The academic homestead of Annika Waern

Flying and falling – on the emotions of motion

Screenshot from "The Journey"

I got two story-based single-player games for my birthday, The Journey  and Catherine. The games make an interesting comparison, so I will write about them both at the same time, although I am far from finishing Catherine.

The Journey is the rare example of an arts game that becomes an immediate bestseller. It is abstracted to the extreme: just as Shadow of the Colossus, The Journey takes a few interaction elements from the singleplayer genre, slims them down and refines them to the extreme, and integrates them into a hauntingly beautiful graphical and audial setting. There is very little you can do in The Journey. There are very few enemies and the ones that exist you cannot fight, only free from. The puzzles are few and simple. There are no dialogue trees to choose within as there is no dialogue at all, even though there is a cryptic backstory that gets revealed through graphical cutscenes throughout the game.

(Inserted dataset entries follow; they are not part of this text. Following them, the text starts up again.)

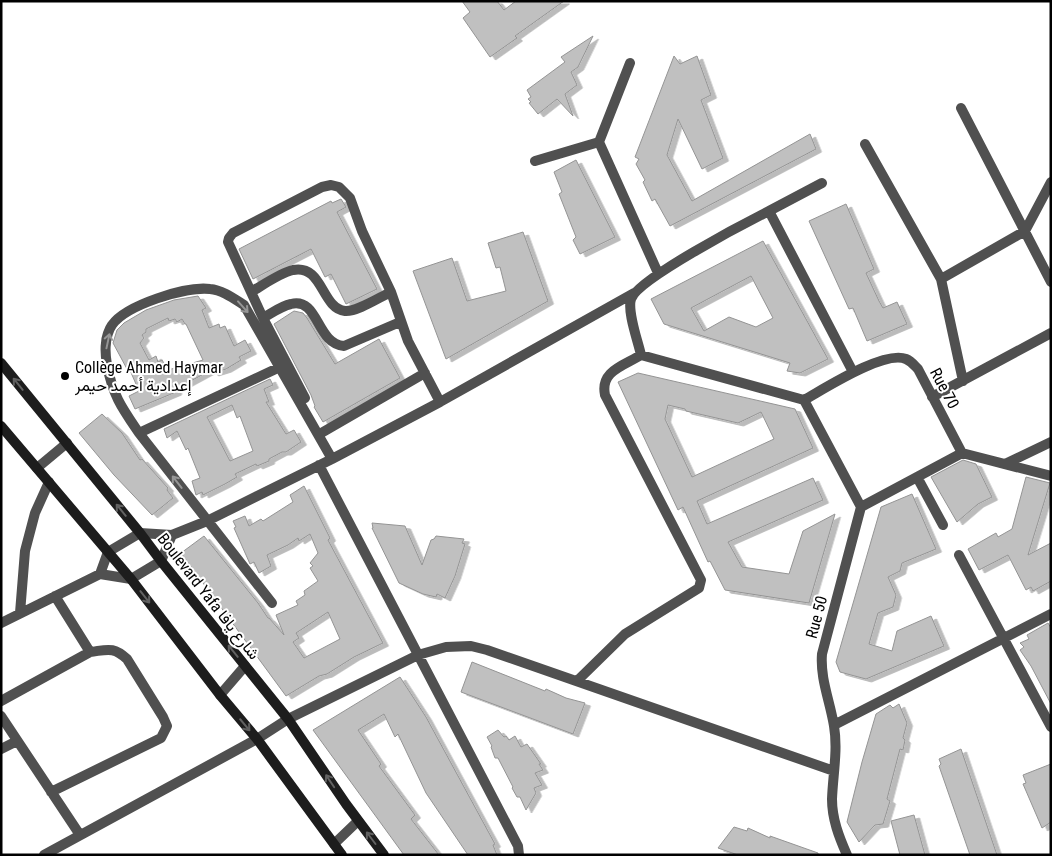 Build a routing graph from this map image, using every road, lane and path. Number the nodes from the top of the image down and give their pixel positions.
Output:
1 (630, 63) dead end
2 (961, 108) dead end
3 (598, 142) junction
4 (865, 144) dead end
5 (535, 161) dead end
6 (1051, 182) edge
7 (822, 183) dead end
8 (769, 211) junction
9 (1025, 232) junction
10 (658, 273) junction
11 (941, 279) junction
12 (1051, 282) edge
13 (251, 292) junction
14 (392, 292) junction
15 (634, 293) junction
16 (263, 318) junction
17 (400, 322) junction
18 (1051, 333) edge
19 (641, 355) junction
20 (1, 363) edge
21 (280, 367) junction
22 (853, 372) junction
23 (424, 373) junction
24 (963, 380) junction
25 (932, 397) junction
26 (804, 400) junction
27 (440, 402) junction
28 (1, 426) edge
29 (323, 432) junction
30 (140, 433) junction
31 (1051, 442) edge
32 (67, 443) junction
33 (962, 453) junction
34 (334, 458) junction
35 (1005, 464) junction
36 (319, 465) junction
37 (37, 468) junction
38 (1051, 476) edge
39 (917, 478) junction
40 (49, 482) junction
41 (861, 507) junction
42 (207, 521) junction
43 (943, 526) dead end
44 (140, 533) junction
45 (172, 535) junction
46 (108, 552) junction
47 (959, 555) dead end
48 (161, 561) junction
49 (100, 574) junction
50 (131, 579) junction
51 (55, 596) junction
52 (272, 603) dead end
53 (20, 613) junction
54 (1051, 614) edge
55 (1, 623) edge
56 (1003, 639) junction
57 (90, 652) junction
58 (418, 655) junction
59 (245, 666) junction
60 (576, 681) junction
61 (220, 695) junction
62 (1, 701) edge
63 (1, 716) edge
64 (288, 719) junction
65 (834, 725) junction
66 (1051, 727) edge
67 (257, 739) junction
68 (16, 741) junction
69 (1, 749) edge
70 (834, 771) junction
71 (52, 792) junction
72 (358, 821) junction
73 (80, 835) junction
74 (334, 844) junction
75 (44, 855) edge
76 (342, 855) edge
77 (384, 855) edge
78 (519, 855) edge
79 (847, 855) edge

1 - 3 street
2 - 9 street
3 - 5 street
3 - 10 street
4 - 11 street
6 - 9 street
7 - 8 street
8 - 10 street
8 - 22 street
9 - 11 street
9 - 12 street
10 - 15 street
11 - 24 street
13 - 14 street
13 - 14 street
13 - 16 street
14 - 17 street
15 - 19 street
15 - 27 street
16 - 17 street
16 - 29 street
17 - 23 street
18 - 24 street
19 - 26 street
19 - 60 street
32 -> 20 street, Boulevard Yafa شارع يافا
21 - 30 street
30 -> 21 street
21 - 34 street
22 - 25 street, Rue 70
22 - 26 street, Rue 70
23 - 27 street
23 - 29 street
24 - 25 street
25 - 33 street, Rue 70
26 - 41 street
27 - 34 street
28 - 37 street
29 - 34 street
42 -> 30 street
31 - 35 street
32 - 37 street
44 -> 32 street, Boulevard Yafa شارع يافا
33 - 35 street
33 - 39 street
34 - 36 street
35 - 38 street
36 - 42 street
36 - 58 street
37 - 40 street
39 - 41 street
39 - 43 street
40 - 46 street
40 - 53 street
41 - 65 street, Rue 50
42 - 45 street
42 - 52 street
44 - 45 street
44 - 46 street
44 - 48 street, Boulevard Yafa شارع يافا
45 - 48 street
46 - 49 street
46 - 50 street
47 - 56 street
48 - 50 street
59 -> 48 street, Boulevard Yafa شارع يافا
49 - 50 street
49 - 51 street
50 -> 61 street
51 - 53 street
51 - 57 street
53 - 55 street
54 - 56 street
56 - 65 street
56 - 66 street
57 - 62 street
57 - 71 street
58 - 60 street
58 - 64 street
58 - 78 street
59 - 61 street
59 - 64 street, Boulevard Yafa شارع يافا
60 - 70 street
61 -> 67 street
63 - 68 street
64 - 67 street
72 -> 64 street, Boulevard Yafa شارع يافا
65 - 70 street, Rue 50
67 - 73 street
67 - 74 street
68 - 69 street
68 - 71 street
70 - 79 street, Rue 50
71 - 73 street
72 - 74 street
77 -> 72 street, Boulevard Yafa شارع يافا
73 - 75 street
74 - 76 street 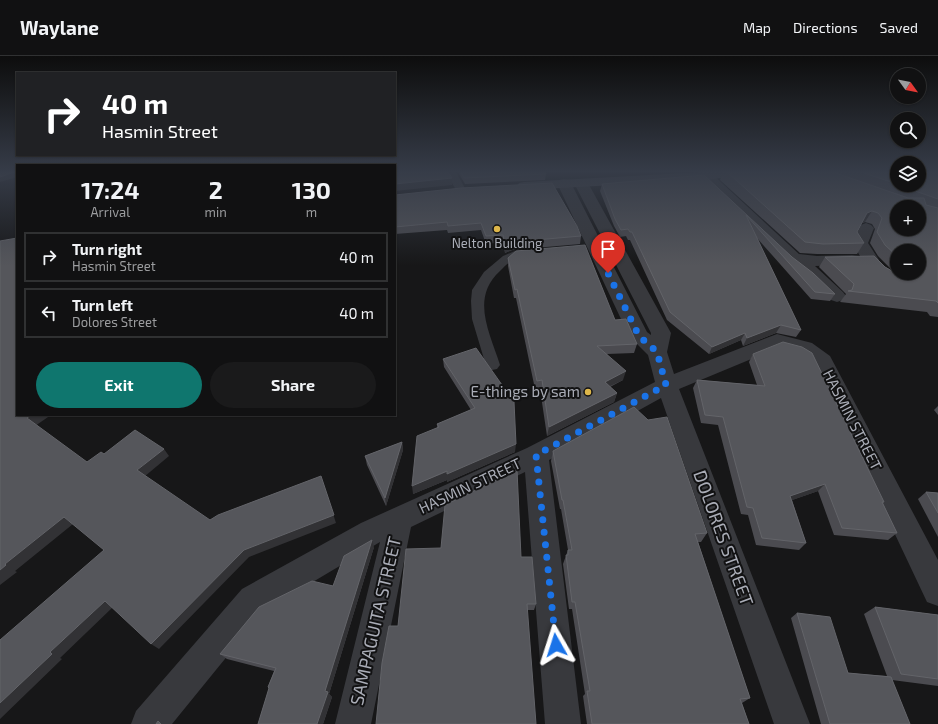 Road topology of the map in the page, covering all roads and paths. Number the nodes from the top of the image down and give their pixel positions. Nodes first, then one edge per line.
1 (571, 203) edge
2 (592, 203) edge
3 (735, 203) edge
4 (866, 228) edge
5 (550, 251) edge
6 (794, 258) junction
7 (837, 296) dead end
8 (657, 352) junction
9 (492, 365) dead end
10 (666, 385) junction
11 (536, 455) junction
12 (399, 518) junction
13 (938, 590) edge
14 (150, 724) edge
15 (353, 724) edge
16 (564, 724) edge
17 (792, 724) edge

1 - 8 street
2 - 8 street, DOLORES STREET
3 - 6 street
4 - 6 street
5 - 9 lane
6 - 7 street
8 - 10 street, DOLORES STREET
10 - 11 street, HASMIN STREET
10 - 13 street, HASMIN STREET
10 - 17 street, DOLORES STREET
11 - 12 street, HASMIN STREET
11 - 16 street
12 - 14 street, HASMIN STREET
12 - 15 street, SAMPAGUITA STREET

Action-related emotions in The Journey, the full game.

Instead, the gameplay experience in The Journey is completely based on how it feels to move in the game. You are travelling through a barren desert landscape, initially just walking. Almost immediately, you find out that it is easier to walk in some directions where you can slide with the sand; in other directions the sand and wind will instead work against you. Soon, you also learn to jump and to fly, creating an enormous feeling of empowerment and freedom. But when the problems start to mount, you lose your abilities and must struggle forward against wind, sand, and snow.

The ability to jump and to fly is very often used in games to make players feel powerful; just think about the double-jump from the platformers. The feeling is particularly liberating when it comes after being earth-bound. I remember Black and White in which you were cast as a god over the villagers on a small island. But for being a god, you were rather crippled: your avatar was a huge hand, and you moved through the landscape as a clumsy five-fingered crab. If you got enough worshippers, they could give you the ability to fly, at least momentarily. After hours of earthbound struggling, the feeling was exhilarating.

The Journey casts the player as a hero throughout the game. Although it is a bit unclear what you are expected to accomplish, it is clear that you are not guilty for the problems depicted in the back story, but that you can help. From this perspective, it is interesting to note that The Journey can be played together with other players. If you play online, you get paired with another player to complete the game together. You cannot talk to each other, but you can help each other and you can play simple music together. This wordless interaction creates the strongest sense of togetherness that I have ever experienced in a game. It reminds me slightly of the very rare occasions in World of Warcraft when I collaborated with a player of the opposite faction, and the communication was almost as restricted. In line with the rest of the game, the collaboration is slimmed down and refined to its purest essence in The Journey, creating a much stronger emotion than in WoW.

Activity-related emotions in Catherine, the initial part.

Catherine can be seen as the very opposite of The Journey. The best way to describe its genre is as a survival horror platformer. The player is cast in the role of Vincent, who is having strange nightmares and a strong fear of women, and finds himself cheating on his long-term girlfriend. (I have mixed feelings about the misogynic theme of the game, but it is still a great game.) From the very start of the game, the story generates a feeling of guilt, as Vincent feels a bit guilty for his reluctance to commit himself to his long-term girlfriend. The feeling of guilt is reinforced throughout the first part of the game, as Vincent gets more and more entangled in a web of lies and threats.

Catherine consitst of a mix of quite extensive cut-scenes, some scenes in which you can walk around and interact with characters in the game, and a puzzle-solving platform game mechanic. The latter occur primarily in dream scenes, and consist of a timed puzzle in which you must find a way to climb upwards on a wall, where the lowest part keeps falling off and you sometimes are hunted by a monster.  Catherine is not about flying but about falling, or rather, the fear of falling. If you fall you die, even if it is in a dream. Just as in The Journey, Catherine offers no enemies that you can fight – all you can do is to flee from them to survive. But there is no game element that creates a sense of power and freedom in Catherine – at least not as far as I have played.

A nice touch in Catherine is that your character doesn’t level. You never get any lasting powers, although you can find or buy temporary power-ups. Even so, you do get a feeling that you are getting slightly more empowered, if only through the fact that you are learning how to solve the puzzle.

Finally, just as The Journey, Catherine offers an online element. In line with its horror theme, it is one that breaks the fourth wall, directing itself directly towards the player. Throughout the game, the player gets to answer questions related to his or her ethics, and the results are compared to what other players have answered. (At the point where I am now, these questions seem to have nothing to do with the game at all, but this might change later in the game.) Ultimately, Catherine is a game about ethics and morals, and interpret this element as an attempt to create a bleed effect.

(I need to finish off this sequence of blog posts on single-player games soon, to get to more juicy stuff on role-play. But there is at least one more post to go.)